Iran e Stati Uniti, negoziati a Ginevra tra progressi e tensioni


Ginevra – Un cauto ottimismo segna il secondo round di negoziati indiretti tra Iran e Stati Uniti, in corso a Ginevra. Le delegazioni hanno discusso una serie di temi chiave, ma da Washington sottolineano che “c’è ancora molta strada da fare” prima di giungere a un’intesa. Le parti hanno confermato l’intenzione di tornare a incontrarsi, ma al momento non sono stati definiti né il luogo né la data del prossimo incontro.

Sul fronte iraniano, il leader supremo Ali Khamenei continua a mantenere un tono minaccioso: “Potremmo affondare le loro navi”, ha dichiarato, alimentando tensioni regionali. A Teheran, inoltre, un deputato ha stracciato pubblicamente una foto del presidente della Repubblica italiana, Sergio Mattarella, gesto che ha scatenato polemiche all’interno del Parlamento iraniano.

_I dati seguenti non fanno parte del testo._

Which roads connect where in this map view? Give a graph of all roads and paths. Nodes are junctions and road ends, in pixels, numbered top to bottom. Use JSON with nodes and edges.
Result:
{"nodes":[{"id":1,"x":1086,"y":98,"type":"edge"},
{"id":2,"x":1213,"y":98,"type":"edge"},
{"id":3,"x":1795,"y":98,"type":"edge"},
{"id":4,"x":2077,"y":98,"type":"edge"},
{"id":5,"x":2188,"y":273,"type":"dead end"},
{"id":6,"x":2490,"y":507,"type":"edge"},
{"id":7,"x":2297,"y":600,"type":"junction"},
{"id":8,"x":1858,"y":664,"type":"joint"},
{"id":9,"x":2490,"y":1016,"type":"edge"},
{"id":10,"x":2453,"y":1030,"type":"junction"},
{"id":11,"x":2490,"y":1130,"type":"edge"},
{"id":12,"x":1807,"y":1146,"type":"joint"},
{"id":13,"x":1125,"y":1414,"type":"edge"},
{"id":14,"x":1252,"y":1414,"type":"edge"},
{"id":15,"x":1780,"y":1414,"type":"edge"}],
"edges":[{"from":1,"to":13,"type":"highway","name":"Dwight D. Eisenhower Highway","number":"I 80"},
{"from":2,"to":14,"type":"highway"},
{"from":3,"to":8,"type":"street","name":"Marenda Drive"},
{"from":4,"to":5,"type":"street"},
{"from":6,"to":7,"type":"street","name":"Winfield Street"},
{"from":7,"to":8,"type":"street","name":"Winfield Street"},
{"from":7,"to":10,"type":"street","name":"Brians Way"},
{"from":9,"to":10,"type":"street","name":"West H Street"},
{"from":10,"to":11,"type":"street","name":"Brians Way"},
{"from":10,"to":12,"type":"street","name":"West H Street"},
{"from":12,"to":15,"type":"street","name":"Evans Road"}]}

Sul piano internazionale, intanto, cresce la discussione sulla partecipazione dell’Italia alla prima riunione del Board su Gaza, prevista domani a Washington. Roma è l’unico grande Paese europeo invitato, ma lo scontro politico interno sul ruolo del Paese ha acceso ulteriori tensioni tra le forze parlamentari italiane.